*Records shown*:
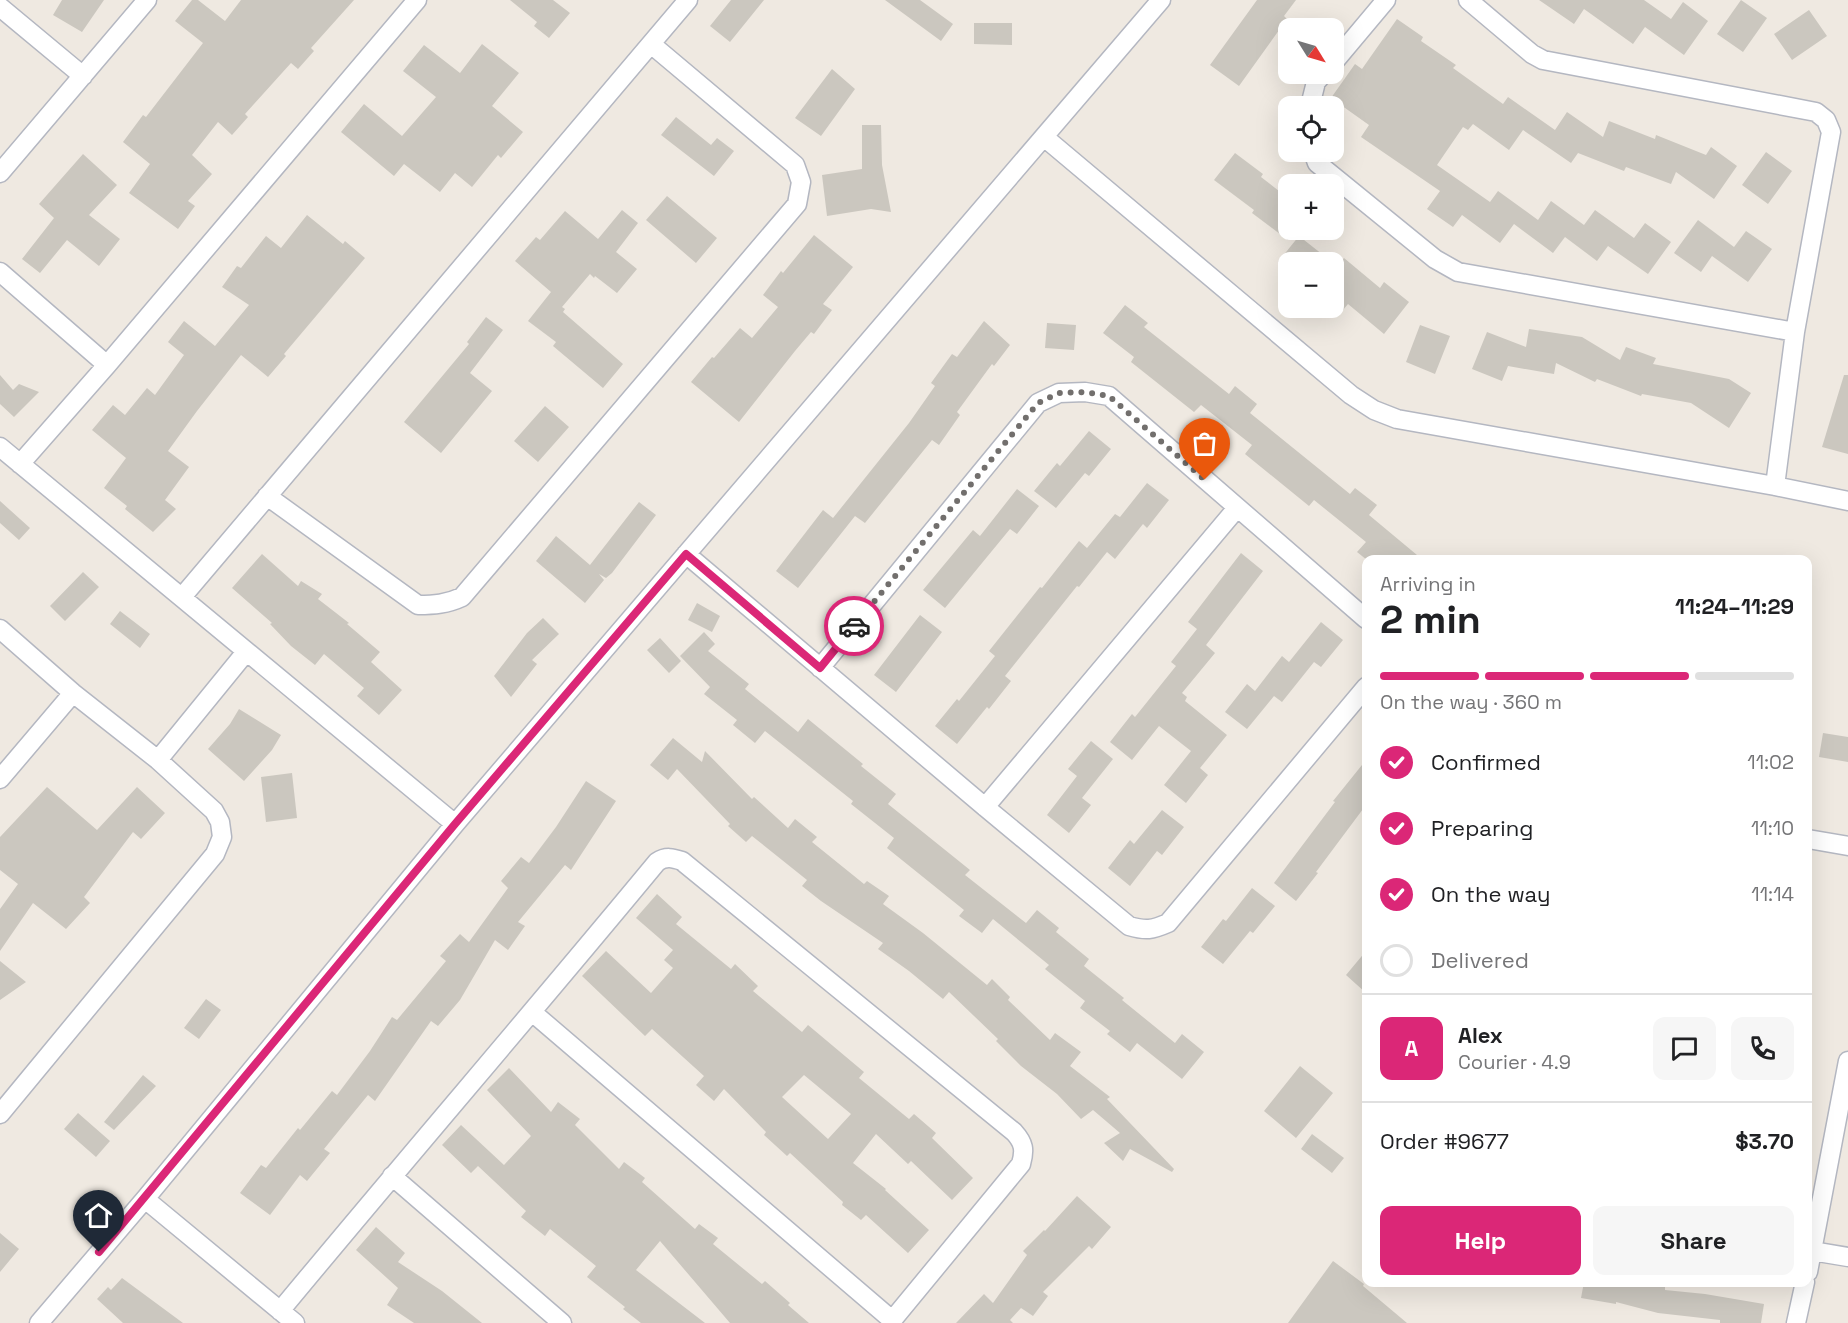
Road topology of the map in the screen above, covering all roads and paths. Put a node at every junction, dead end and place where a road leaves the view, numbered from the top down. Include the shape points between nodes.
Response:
1 (147, 0) edge
2 (417, 0) edge
3 (688, 0) edge
4 (1161, 0) edge
5 (1386, 0) edge
6 (1468, 0) edge
7 (0, 7) edge
8 (651, 44) junction
9 (1344, 50) edge
10 (83, 76) junction
11 (1044, 137) junction
12 (1317, 162) edge
13 (0, 173) edge
14 (0, 272) edge
15 (1795, 332) junction
16 (107, 365) junction
17 (0, 447) edge
18 (20, 464) junction
19 (1775, 486) junction
20 (267, 496) junction
21 (1848, 501) edge
22 (1237, 508) junction
23 (686, 554) junction
24 (182, 597) junction
25 (1362, 616) edge
26 (0, 629) edge
27 (246, 652) junction
28 (820, 668) junction
29 (1362, 692) edge
30 (74, 693) junction
31 (158, 760) junction
32 (0, 779) edge
33 (985, 807) junction
34 (455, 824) junction
35 (1812, 840) edge
36 (1848, 846) edge
37 (532, 1012) junction
38 (1848, 1060) edge
39 (0, 1114) edge
40 (392, 1176) junction
41 (145, 1199) junction
42 (1812, 1251) joint
43 (1848, 1257) edge
44 (1804, 1287) edge
45 (280, 1311) junction
46 (891, 1321) edge
47 (39, 1323) edge
48 (295, 1323) edge
49 (562, 1323) edge
50 (1796, 1323) edge

1 - 10 street
2 - 16 street
3 - 8 street
4 - 11 street
5 - 9 street
6 - 15 street via 1543,60 1816,112 1826,120 1831,132
7 - 10 street
8 - 20 street
8 - 20 street via 795,165 801,182 797,204 462,597 449,603 418,605
10 - 13 street
11 - 19 street via 1351,395 1374,410 1397,419
11 - 23 street
12 - 15 street via 1435,258 1458,272
14 - 16 street
15 - 19 street
16 - 18 street
17 - 18 street
18 - 24 street
19 - 21 street
20 - 24 street
22 - 25 street
22 - 28 street via 1109,396 1059,393 1038,403
22 - 33 street
23 - 28 street
23 - 34 street
24 - 27 street
26 - 30 street
27 - 31 street
27 - 34 street
28 - 33 street
29 - 33 street via 1168,923 1155,928 1129,926
30 - 31 street
30 - 32 street
31 - 39 street via 214,811 222,837 215,854
34 - 41 street
35 - 36 street
37 - 40 street
37 - 46 street
37 - 46 street via 657,862 663,858 677,859 1014,1132 1023,1142 1021,1164
38 - 42 street
40 - 45 street
40 - 49 street
41 - 45 street
41 - 47 street
42 - 43 street
44 - 50 street
45 - 48 street

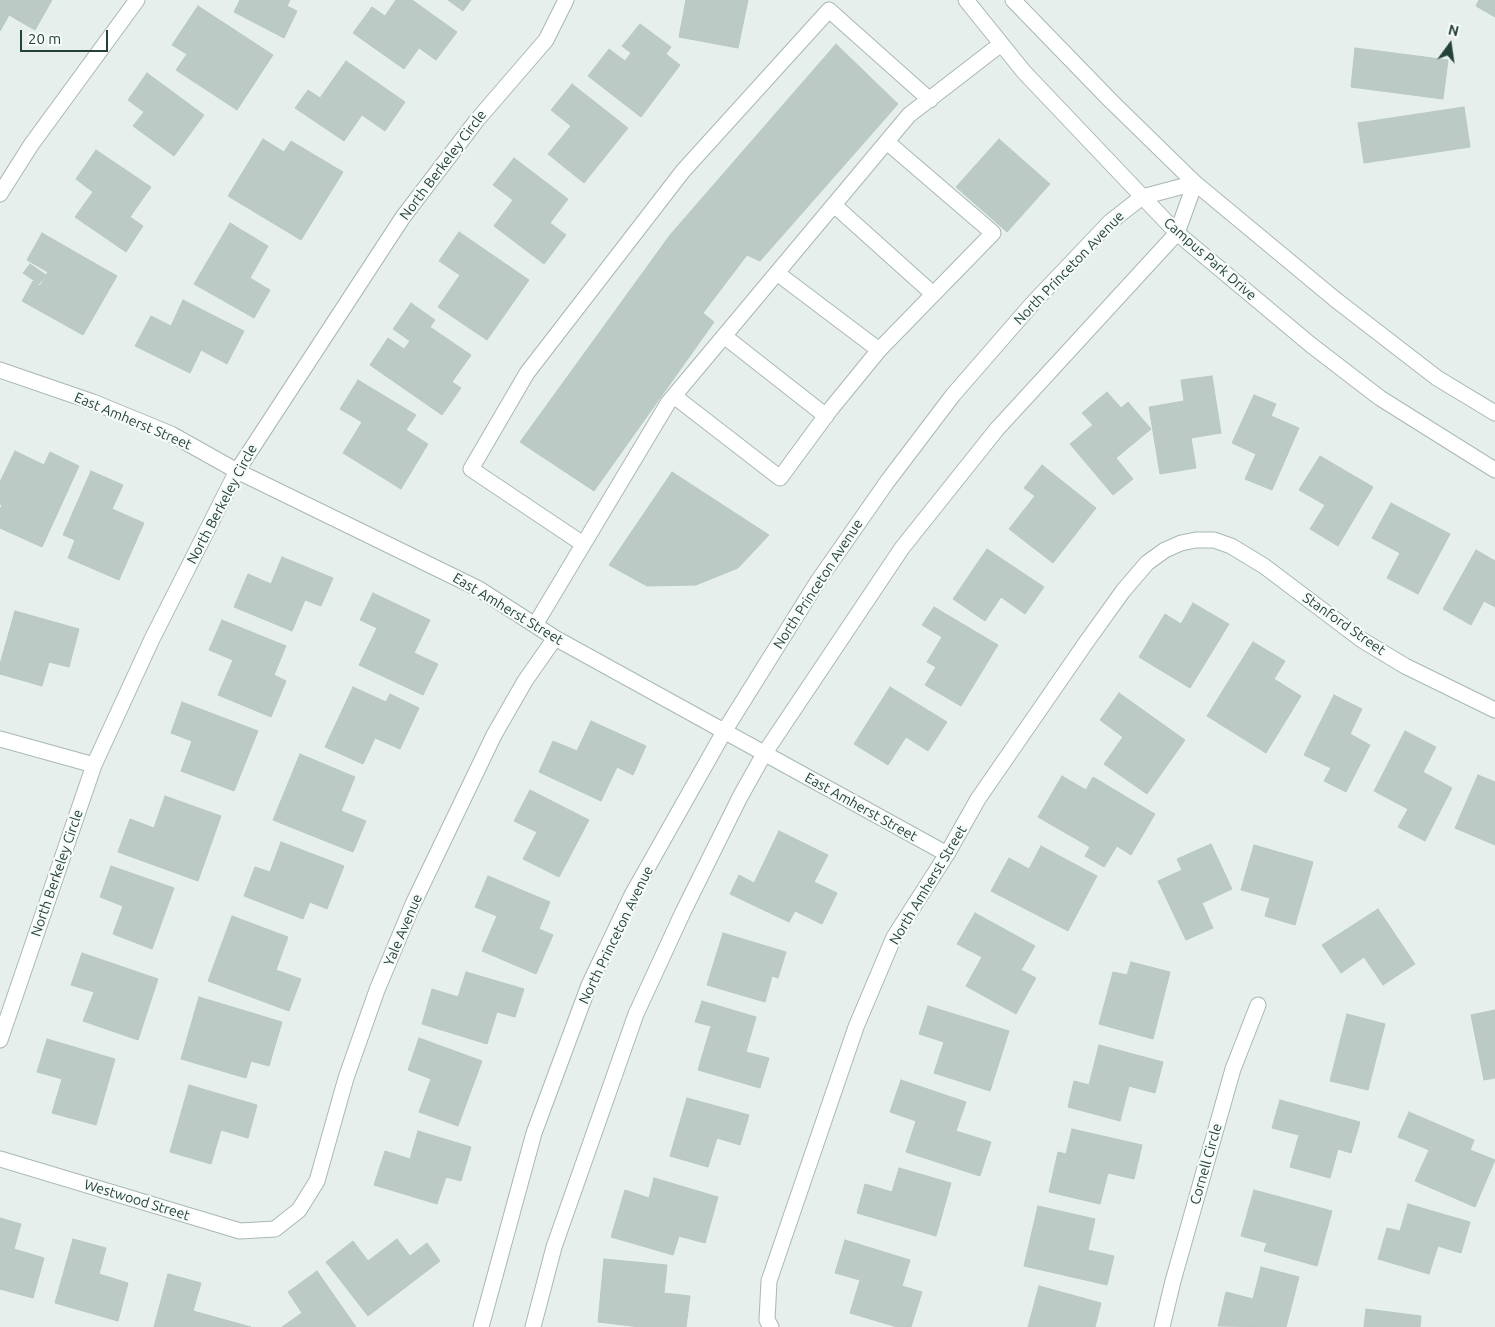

*What is required*:
Every record is to be repeated exactly, and no picture is carried over.

*Solution to this exercise*:
Road topology of the map in the screen above, covering all roads and paths. Put a node at every junction, dead end and place where a road leaves the view, numbered from the top down. Include the shape points between nodes.
Response:
1 (147, 0) edge
2 (417, 0) edge
3 (688, 0) edge
4 (1161, 0) edge
5 (1386, 0) edge
6 (1468, 0) edge
7 (0, 7) edge
8 (651, 44) junction
9 (1344, 50) edge
10 (83, 76) junction
11 (1044, 137) junction
12 (1317, 162) edge
13 (0, 173) edge
14 (0, 272) edge
15 (1795, 332) junction
16 (107, 365) junction
17 (0, 447) edge
18 (20, 464) junction
19 (1775, 486) junction
20 (267, 496) junction
21 (1848, 501) edge
22 (1237, 508) junction
23 (686, 554) junction
24 (182, 597) junction
25 (1362, 616) edge
26 (0, 629) edge
27 (246, 652) junction
28 (820, 668) junction
29 (1362, 692) edge
30 (74, 693) junction
31 (158, 760) junction
32 (0, 779) edge
33 (985, 807) junction
34 (455, 824) junction
35 (1812, 840) edge
36 (1848, 846) edge
37 (532, 1012) junction
38 (1848, 1060) edge
39 (0, 1114) edge
40 (392, 1176) junction
41 (145, 1199) junction
42 (1812, 1251) joint
43 (1848, 1257) edge
44 (1804, 1287) edge
45 (280, 1311) junction
46 (891, 1321) edge
47 (39, 1323) edge
48 (295, 1323) edge
49 (562, 1323) edge
50 (1796, 1323) edge

1 - 10 street
2 - 16 street
3 - 8 street
4 - 11 street
5 - 9 street
6 - 15 street via 1543,60 1816,112 1826,120 1831,132
7 - 10 street
8 - 20 street
8 - 20 street via 795,165 801,182 797,204 462,597 449,603 418,605
10 - 13 street
11 - 19 street via 1351,395 1374,410 1397,419
11 - 23 street
12 - 15 street via 1435,258 1458,272
14 - 16 street
15 - 19 street
16 - 18 street
17 - 18 street
18 - 24 street
19 - 21 street
20 - 24 street
22 - 25 street
22 - 28 street via 1109,396 1059,393 1038,403
22 - 33 street
23 - 28 street
23 - 34 street
24 - 27 street
26 - 30 street
27 - 31 street
27 - 34 street
28 - 33 street
29 - 33 street via 1168,923 1155,928 1129,926
30 - 31 street
30 - 32 street
31 - 39 street via 214,811 222,837 215,854
34 - 41 street
35 - 36 street
37 - 40 street
37 - 46 street
37 - 46 street via 657,862 663,858 677,859 1014,1132 1023,1142 1021,1164
38 - 42 street
40 - 45 street
40 - 49 street
41 - 45 street
41 - 47 street
42 - 43 street
44 - 50 street
45 - 48 street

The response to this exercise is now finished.